In questo quadro è gravemente limitato il diritto dovere di
insegnamento da parte dei docenti e, parallelamente, quello di
insegnamento-apprendimento degli allievi. Per quanto concerne le famiglie
il discorso è analogo: non hanno, praticamente, altra possibilità di
scelta se non quella di iscrivere i propri figli ad una scuola statale;
non hanno canali istituzionali né, tanto meno, poteri contrattuali per
pretendere alti livelli di qualità di insegnamento per i loro figli:
rimane solo la risorsa propria degli utenti, protestare, così come si
protesta per il prezzo della benzina o per le
tariffe delle assicurazioni e, ci pare chiaro, con le stesse probabilità
di successo.
Per concludere l’argomento riportiamo il pare del Consiglio Nazionale
della Pubblica Istruzione (protocollo 5812 del 28/9/199) sul D.M.
7/12/1999), meglio conosciuto come decreto sui libri di testo: "Per
quanto riguarda l’allegato A., il C.N.P.I. non condivide le norme ed
avvertenze in esso contenute che, in qualche modo, sembrano condizionare
la libertà di insegnamento, la libertà di apprendimento e la libertà
degli autori dei libri di testo.

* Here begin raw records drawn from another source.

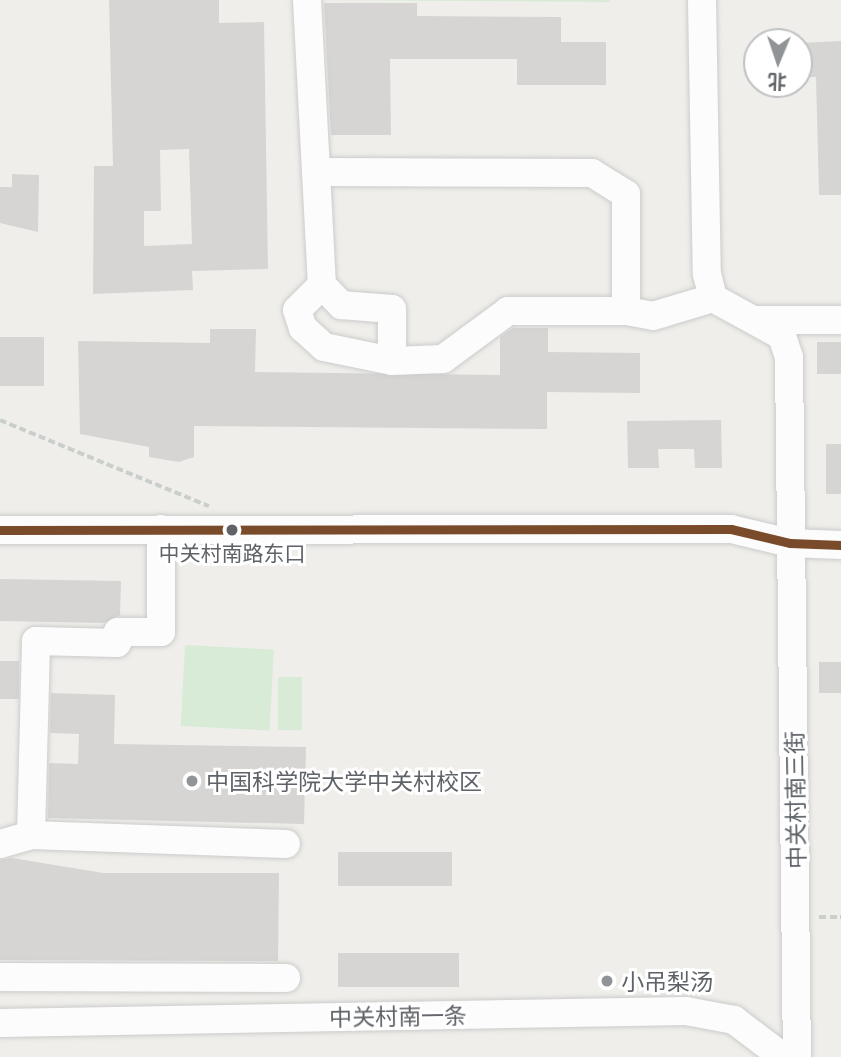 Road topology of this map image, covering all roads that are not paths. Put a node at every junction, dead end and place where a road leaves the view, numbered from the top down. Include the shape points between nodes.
1 (307, 0) edge
2 (702, 0) edge
3 (316, 172) junction
4 (323, 285) junction
5 (713, 299) junction
6 (626, 311) junction
7 (760, 320) junction
8 (841, 320) edge
9 (392, 361) junction
10 (161, 529) junction
11 (0, 530) edge
12 (790, 542) junction
13 (841, 545) edge
14 (31, 835) junction
15 (0, 844) edge
16 (286, 844) dead end
17 (0, 977) edge
18 (286, 978) dead end
19 (0, 1023) edge
20 (783, 1057) edge
21 (797, 1057) edge

1 - 3 street
2 - 5 street via 707,274
3 - 4 street
3 - 6 street via 593,173 626,194
4 - 9 street via 341,305 392,309
4 - 9 street via 297,310 303,328 324,347
5 - 6 street via 653,316
5 - 7 street
6 - 9 street via 508,311 443,359
7 - 8 street
7 - 12 street, 中关村南三街 via 782,336 789,357
10 - 11 street
10 - 12 street via 730,529
10 - 14 street via 161,632 118,632 117,643 36,641
12 - 13 street
12 - 21 street, 中关村南三街
14 - 15 street
14 - 16 street
17 - 18 street
19 - 20 street, 中关村南一条 via 685,1011 734,1020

Ad esempio, un libro di testo può
definire obiettivi conoscitivi, ma non obiettivi di apprendimento il cui
raggiungimento non può che avvenire attraverso la mediazione
dell’insegnante che attiva i necessari processi".
CONCLUSIONI.
Occorre segnalare che l’autonomia, (per altro molto parziale) è
dell’istituzione e non di coloro che vi operano come docenti, o di
coloro che la scelgono, come le famiglie. Nella realtà dei fatti le
decisioni di carattere culturale, educativo, didattico e metodologico
tendono a spostarsi decisamente verso il livello collegiale, perciò per
il singolo docente si restringe sempre più lo spazio nel quale esercitare
liberamente le proprie opzioni culturali, metodologiche e didattiche. Il
C.N.P.I. ci avverte che un provvedimento legislativo emanato dal Ministero
della Pubblica Istruzione può legittimare il sospetto che possa
condizionare "La libertà di insegnamento, la libertà di
apprendimento e la libertà degli autori dei libri di testo" (parere
del C.N.P.I. già citato). E il Consiglio Nazionale è organo consultivo
del Ministro che, di diritto, lo presiede e che lo ospita nel proprio
ministero. È facile immaginarsi quale possa essere la valutazione dei
cittadini che vivono e lavorano in contesti diversi. La conclusione è
amara: non c’è libertà sufficiente né della scuola, né nella scuola
e perciò è difficile individuare, doveri, diritti, e responsabilità dei
soggetti che vi operano dal momento che tali requisiti dovrebbero di poter
essere esercitati a livello personale e condivisi collegialmente solo per
gli aspetti che effettivamente lo richiedano. Un progetto di riforma
credibile dovrebbe, a nostro avviso, interrogarsi e confrontarsi su questi
problemi anche per individuare la finalità intrinseca della scuola la
quale, nella misura in cui è condivisa dagli insegnanti e, poi, anche
dagli allievi richiede una legittimazione politica e viene riconosciuta
anche dalla società civile. Solo a queste condizioni la scuola ha la
possibilità di riconquistare quella centralità che da tempo ha perduto.
Note.
1. Si tratta di corsi di 80 ore delle quali quasi un terzo potevano
essere non frequentate per cause motivate e certificate.